Queer Places:
83 Main St, Wethersfield, CT 06109
Juilliard School of Music, 60 Lincoln Center Plaza, New York, NY 10023
Columbia University (Ivy League), 116th St and Broadway, New York, NY 10027
Yale University (Ivy League), 38 Hillhouse Ave, New Haven, CT 06520
106 Perry St, New York, NY 10014
Willowbrook Cemetery
Westport, Fairfield County, Connecticut, USA
John Francis Mehegan (June 6, 1916 – April 3, 1984) was an American jazz pianist, lecturer and critic. The American composer Leonard Bernstein dedicated a piano composition to Mehegan in his 1948 collection Four Anniversaries.[7] Bernstein was attracted to Mehegan and he and Marc Blitzstein always used to go to Mehegan's gigs. Mehegan's wife, Gay Griscom Mehegan, said, "John was a remarkably attractive man. Brilliant, funny, cynical, he conveyed a masterful presence. He entered a room like a hurricane, sweeping into it in his trench coat with the collar turned up -- and everywhere people's heads would turn. He was extremely left politically, fiercely independent, flaunting, with a mocking sense of humor. He spent 17 years on the Juilliard faculty and never agreed to attend a party."
It appears Bernstein tried to be faithful to his wife, but even in the first year of marriage he invited Mehegan to participate in a jazz festival Bernstein was running at Brandeis. Mehegan, a jazz pianist and a graduate of Juilliard, who later taught there and at Yale, was the composer of the incidental music for Tennessee Williams's A Streetcar Named Desire; very sharp, very independent, masterful, politically leftist, quite funny, too. And though married to a woman, he was hardly the man to repulse Bernstein, with whom a long and intimate relationship ensued. A kind of pattern was emerging, the troublesome aspects of which were obscured by Bernstein's appointment to direct the New York Philharmonic—a much better fit than Boston—and by his subsequent celebrity career as conductor, teacher, and composer, he being in critic James Oestreich's words, "America's first native-born conducting superstar."

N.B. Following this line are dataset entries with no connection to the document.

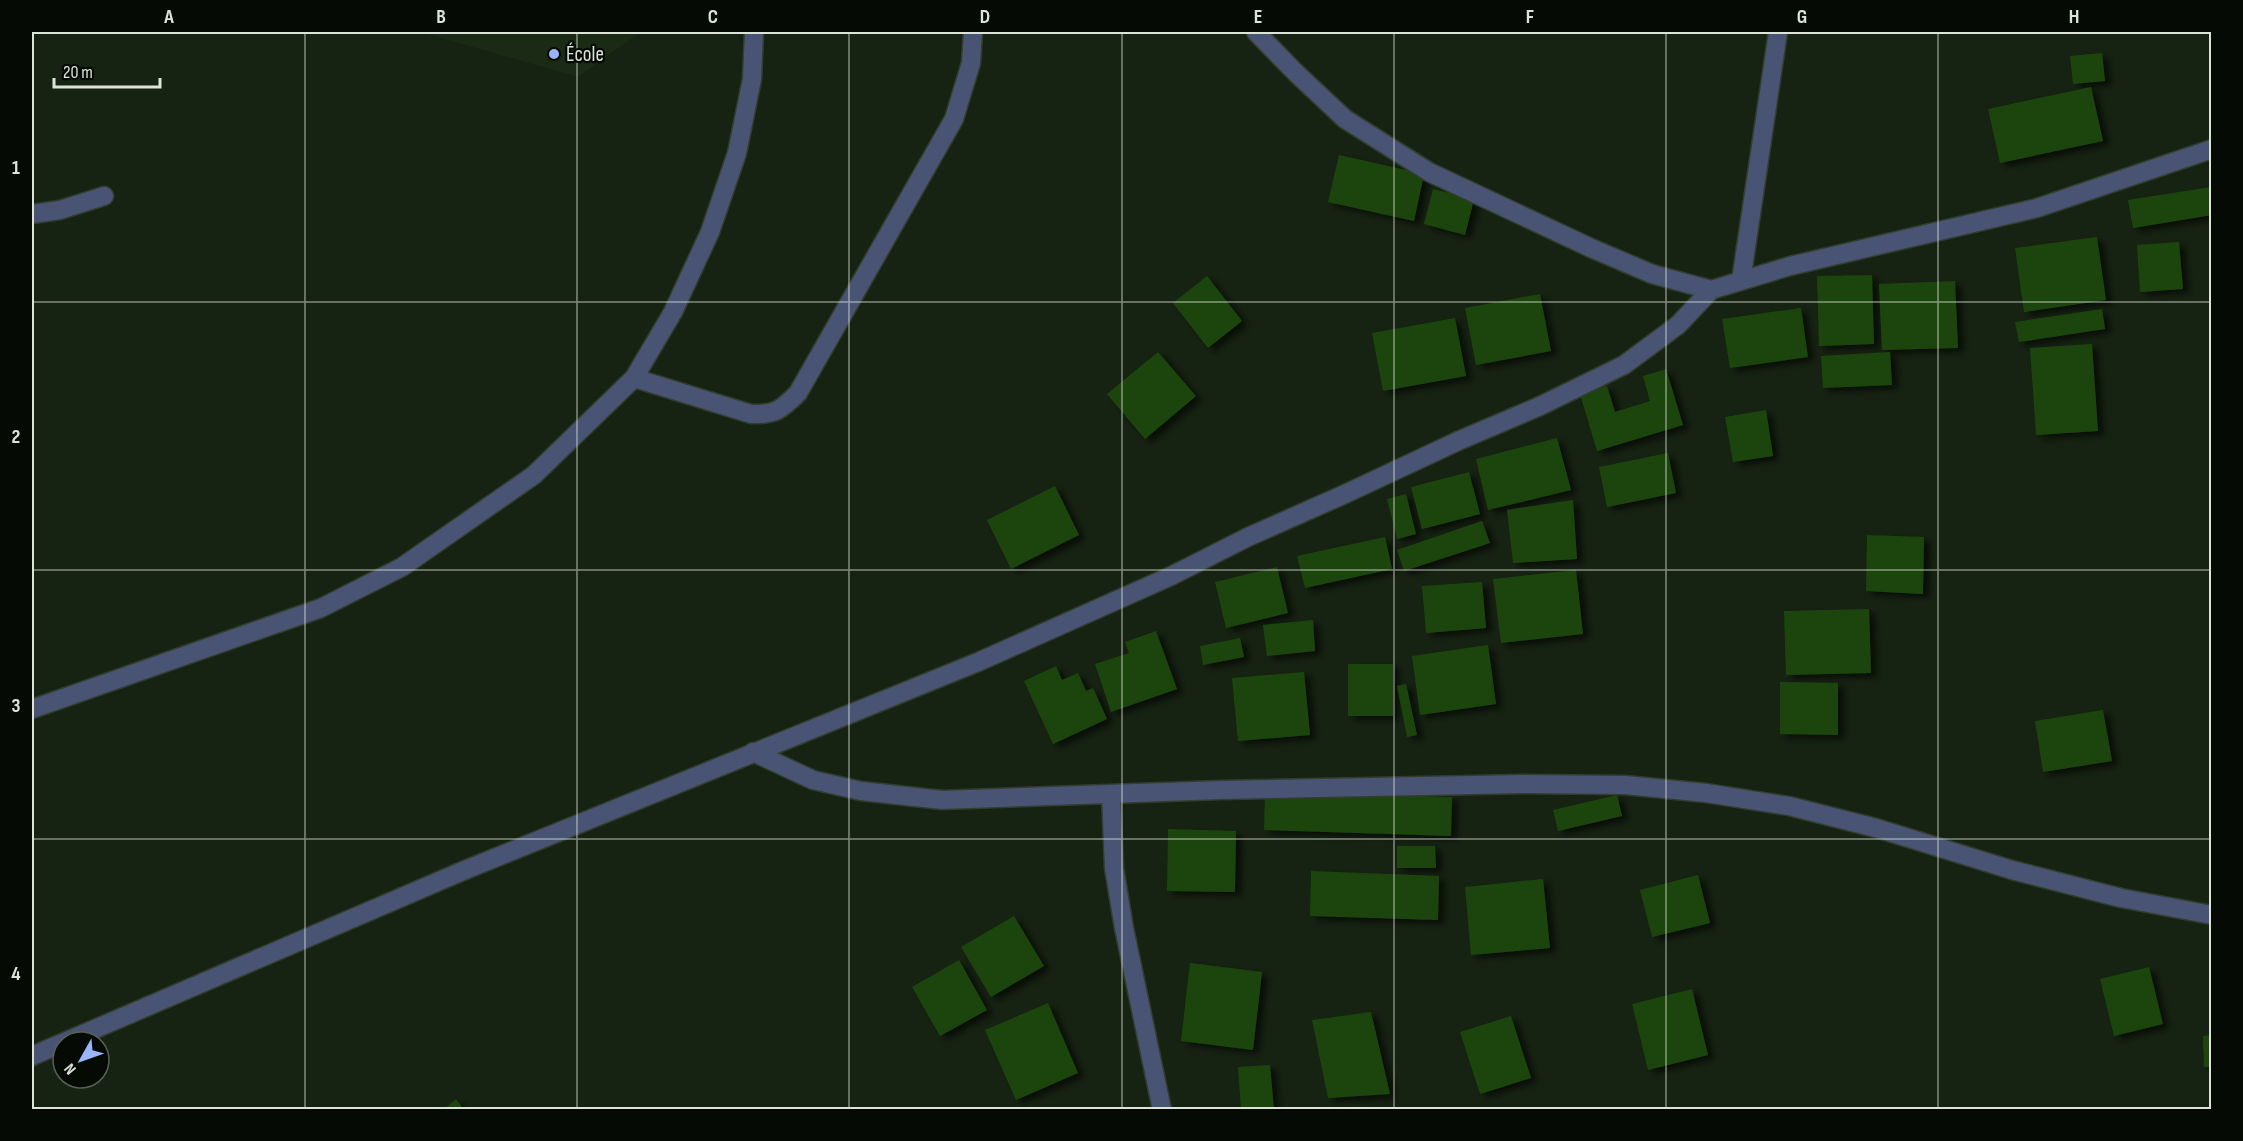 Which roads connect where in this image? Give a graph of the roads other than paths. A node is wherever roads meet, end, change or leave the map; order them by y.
1 (754, 32) edge
2 (973, 32) edge
3 (1257, 32) edge
4 (1778, 32) edge
5 (2211, 149) edge
6 (104, 195) dead end
7 (32, 214) edge
8 (1742, 281) junction
9 (1711, 290) junction
10 (634, 378) junction
11 (32, 709) edge
12 (753, 752) junction
13 (1111, 794) junction
14 (2211, 915) edge
15 (32, 1056) edge
16 (1162, 1110) edge

1 - 10 street
2 - 10 street
3 - 9 street
4 - 8 street
5 - 8 street
6 - 7 street
8 - 9 street
9 - 12 street
10 - 11 street
12 - 13 street
12 - 15 street
13 - 14 street
13 - 16 street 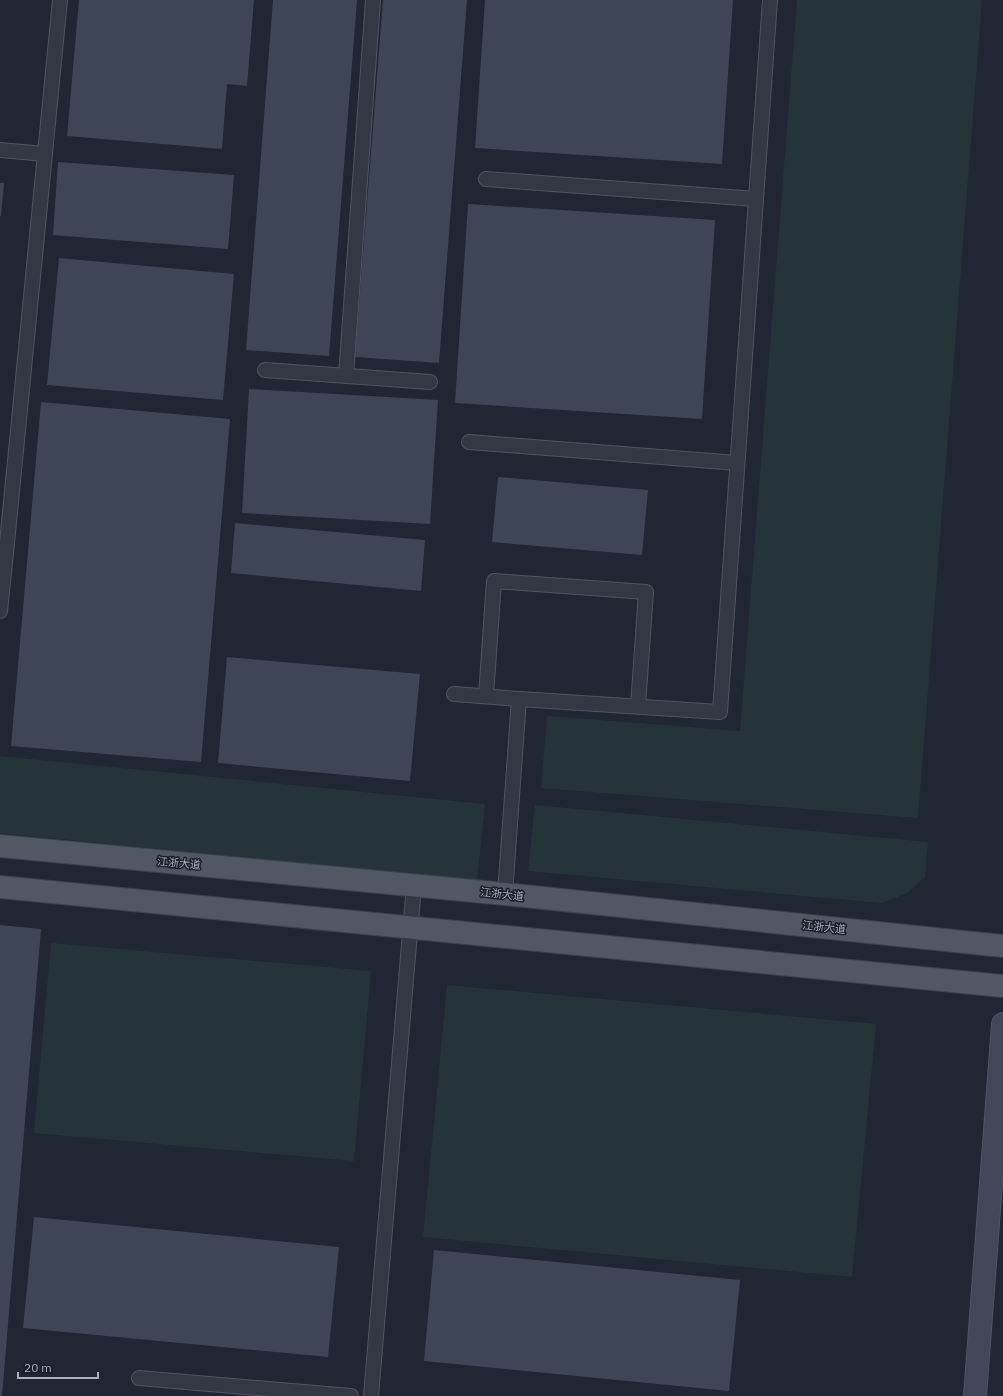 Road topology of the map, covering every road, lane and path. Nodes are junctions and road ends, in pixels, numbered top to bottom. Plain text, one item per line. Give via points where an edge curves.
1 (60, 0) edge
2 (373, 0) edge
3 (770, 0) edge
4 (0, 150) edge
5 (45, 154) junction
6 (486, 179) dead end
7 (756, 199) junction
8 (265, 370) dead end
9 (346, 376) junction
10 (430, 382) dead end
11 (469, 442) dead end
12 (738, 463) junction
13 (3, 553) edge
14 (0, 611) edge
15 (454, 694) dead end
16 (486, 696) junction
17 (519, 699) junction
18 (638, 706) junction
19 (0, 846) edge
20 (414, 885) junction
21 (0, 887) edge
22 (505, 894) junction
23 (410, 928) junction
24 (1003, 946) edge
25 (1003, 986) edge
26 (1003, 1024) edge
27 (139, 1378) dead end
28 (351, 1396) edge
29 (371, 1396) edge
30 (975, 1396) edge

1 - 5 lane
2 - 9 lane
3 - 7 lane
4 - 5 lane
5 - 13 lane
6 - 7 lane
7 - 12 lane
8 - 9 lane
9 - 10 lane
11 - 12 lane
12 - 18 lane via 720,712
13 - 14 lane
15 - 16 lane
16 - 17 lane
16 - 18 lane via 494,581 646,592
17 - 18 lane
17 - 22 lane
19 - 20 main road, 江浙大道
20 - 22 main road, 江浙大道
20 - 23 lane
21 - 23 main road
22 - 24 main road, 江浙大道
23 - 25 main road
23 - 29 lane
26 - 30 main road
27 - 28 lane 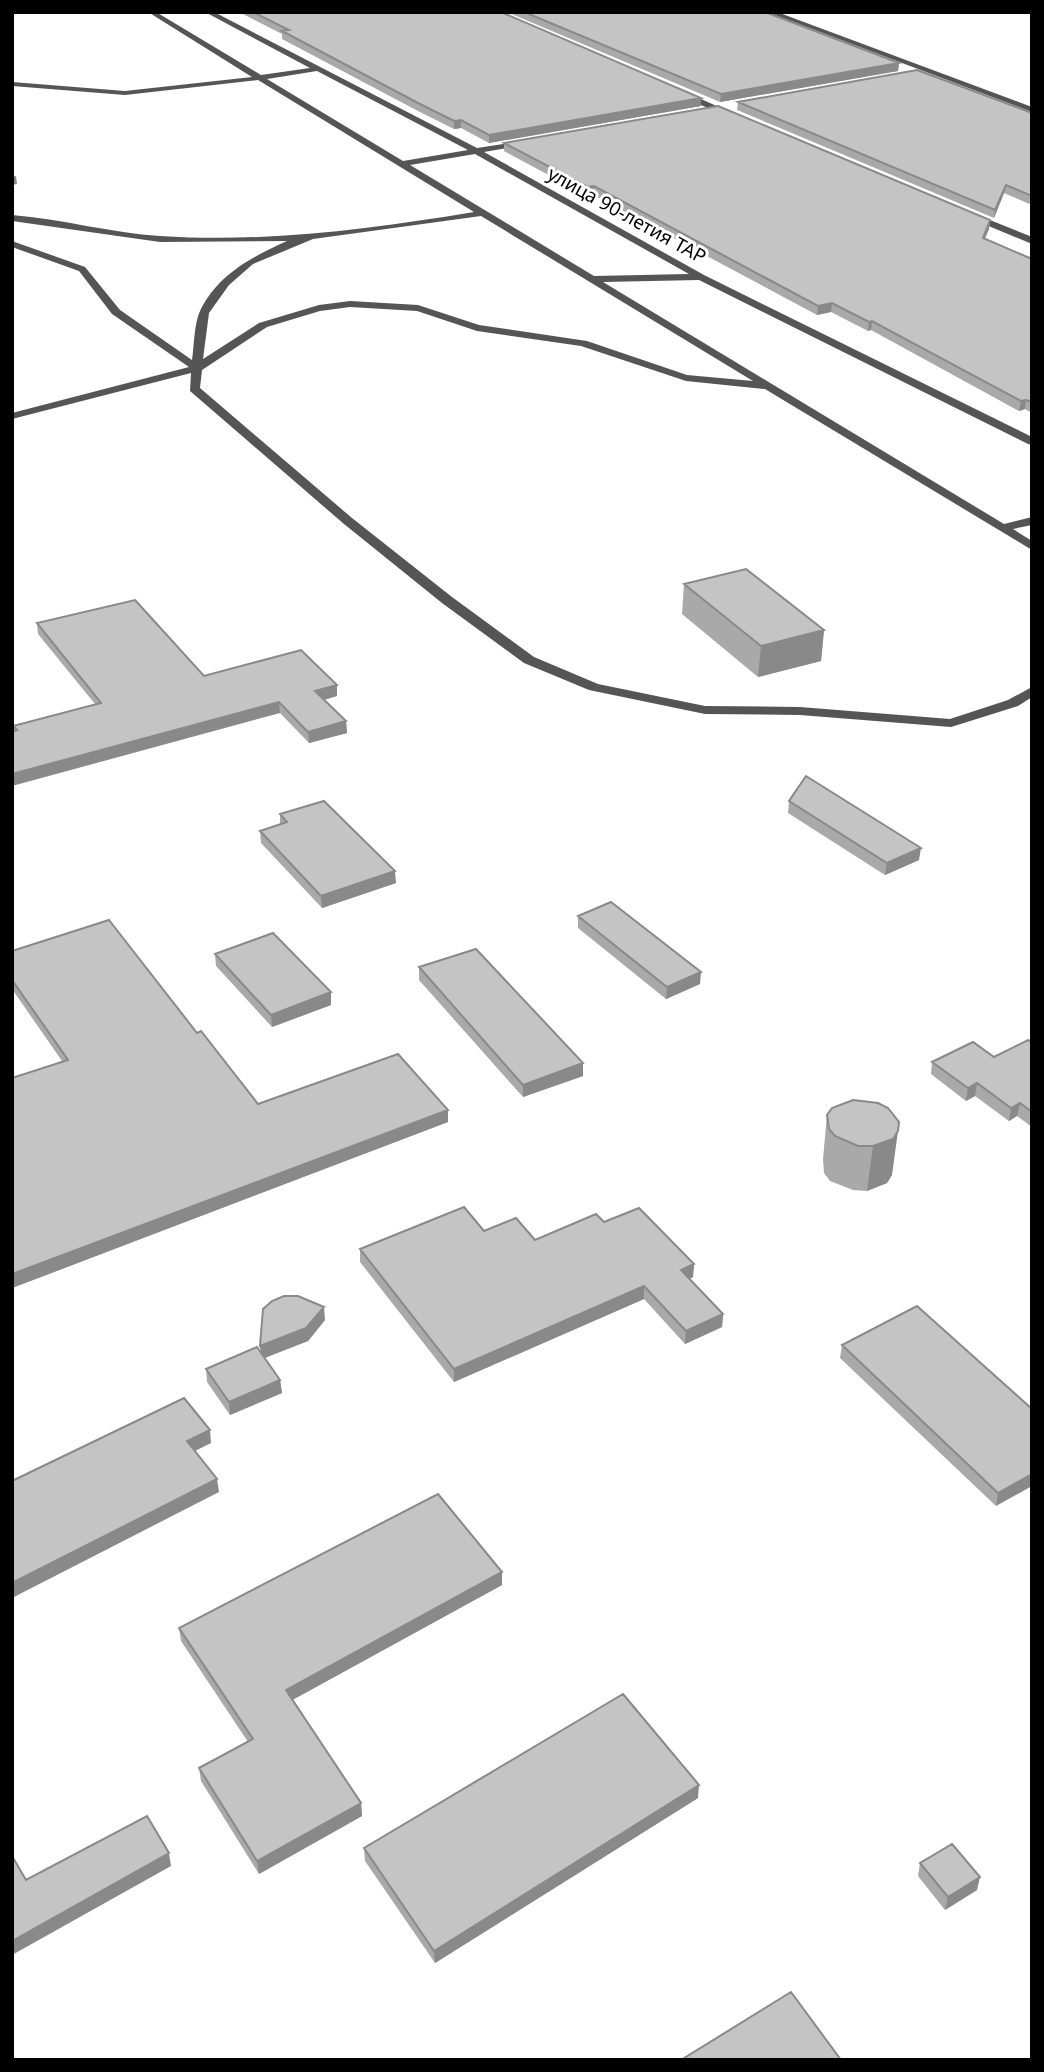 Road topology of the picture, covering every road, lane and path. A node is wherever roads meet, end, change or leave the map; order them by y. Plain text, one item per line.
1 (151, 12) edge
2 (208, 12) edge
3 (770, 12) edge
4 (317, 69) junction
5 (928, 71) junction
6 (901, 75) edge
7 (257, 78) junction
8 (12, 84) edge
9 (668, 88) edge
10 (732, 107) dead end
11 (719, 109) junction
12 (1032, 110) edge
13 (705, 111) edge
14 (744, 120) edge
15 (543, 139) edge
16 (476, 151) junction
17 (402, 164) junction
18 (957, 210) edge
19 (484, 213) junction
20 (12, 218) edge
21 (316, 236) junction
22 (1032, 241) edge
23 (12, 244) edge
24 (701, 276) junction
25 (592, 279) junction
26 (197, 368) junction
27 (769, 386) junction
28 (12, 416) edge
29 (1032, 442) edge
30 (1032, 522) edge
31 (1003, 528) junction
32 (1032, 545) edge
33 (1032, 691) edge

1 - 7 street
2 - 4 street, улица 90-летия ТАР
3 - 5 street
4 - 7 street
4 - 16 street, улица 90-летия ТАР
5 - 6 street
5 - 12 street
7 - 8 street
7 - 17 street
9 - 11 street
10 - 11 street
11 - 13 street
11 - 14 street
15 - 16 street
16 - 17 street
16 - 24 street, улица 90-летия ТАР
17 - 19 street
18 - 22 street
19 - 21 street
19 - 25 street
20 - 21 street
21 - 26 street
23 - 26 street
24 - 25 street
24 - 29 street, улица 90-летия ТАР
25 - 27 street
26 - 27 street
26 - 28 street
26 - 33 street
27 - 31 street
30 - 31 street
31 - 32 street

Mehegan was born in Hartford, Connecticut, on June 6, 1916, although he sometimes gave the year as 1920.[1] He began playing the violin in 1926 and played for seven years without enjoying it.[1] He initially taught himself to play the piano by matching his fingers to the notes played on a player piano.[1] He went on to study at the Hartt School of Music in Hartford.[1] He had gigs in the Massachusetts area, and then moved to New York in 1941.[2]
In New York, Mehegan played in clubs.[1] He recorded four quartet tracks as a leader for Savoy Records in 1945.[1][2] In the same year, he became teaching assistant to pianist Teddy Wilson in the jazz department at the Metropolitan Music School,[3] and became the head of its jazz department in 1946; a position he held for around a decade.[1] In the early 1950s, his From Barrelhouse to Bop album was the first release by Perspective Records; it consisted of spoken introductions followed by performances in the style of other jazz pianists.[4] He also taught at the Juilliard School of Music (1947–64), Columbia University Teachers College (1958 to 1961 or 1962), the University of Bridgeport (1968–77) and Yale University (1974–83).[1] He wrote the incidental music for A Streetcar Named Desire which he performed on Broadway for two years.[3] Mehegan was questioned by the House Un-American Activities Committee, where he was an uncooperative witness.[5] He was the jazz critic for the New York Herald Tribune from 1957 to 1960.[3] "A summer concert, lecture, and research tour of South Africa in 1959 was cut short because he encouraged black musicians, but while there he recorded with the group which was about to become the Jazz Epistles".[1] His final recordings, as a trio, were made in 1960.[2] He wrote numerous books on jazz, including the Jazz Improvisation series, which sets out the basic principles of jazz,[6] and was published between 1959 and 1965.[1]
Mehegan died in New Canaan, Connecticut, on April 3, 1984.[1] According to Tara Mehegan Rashan, John's daughter, Leonard Bernstein wrote letters to him from all over the world, as he lay dying of a malignant brain tumor in a nursing home. The love these men shared was intellectual, political, and of course musical.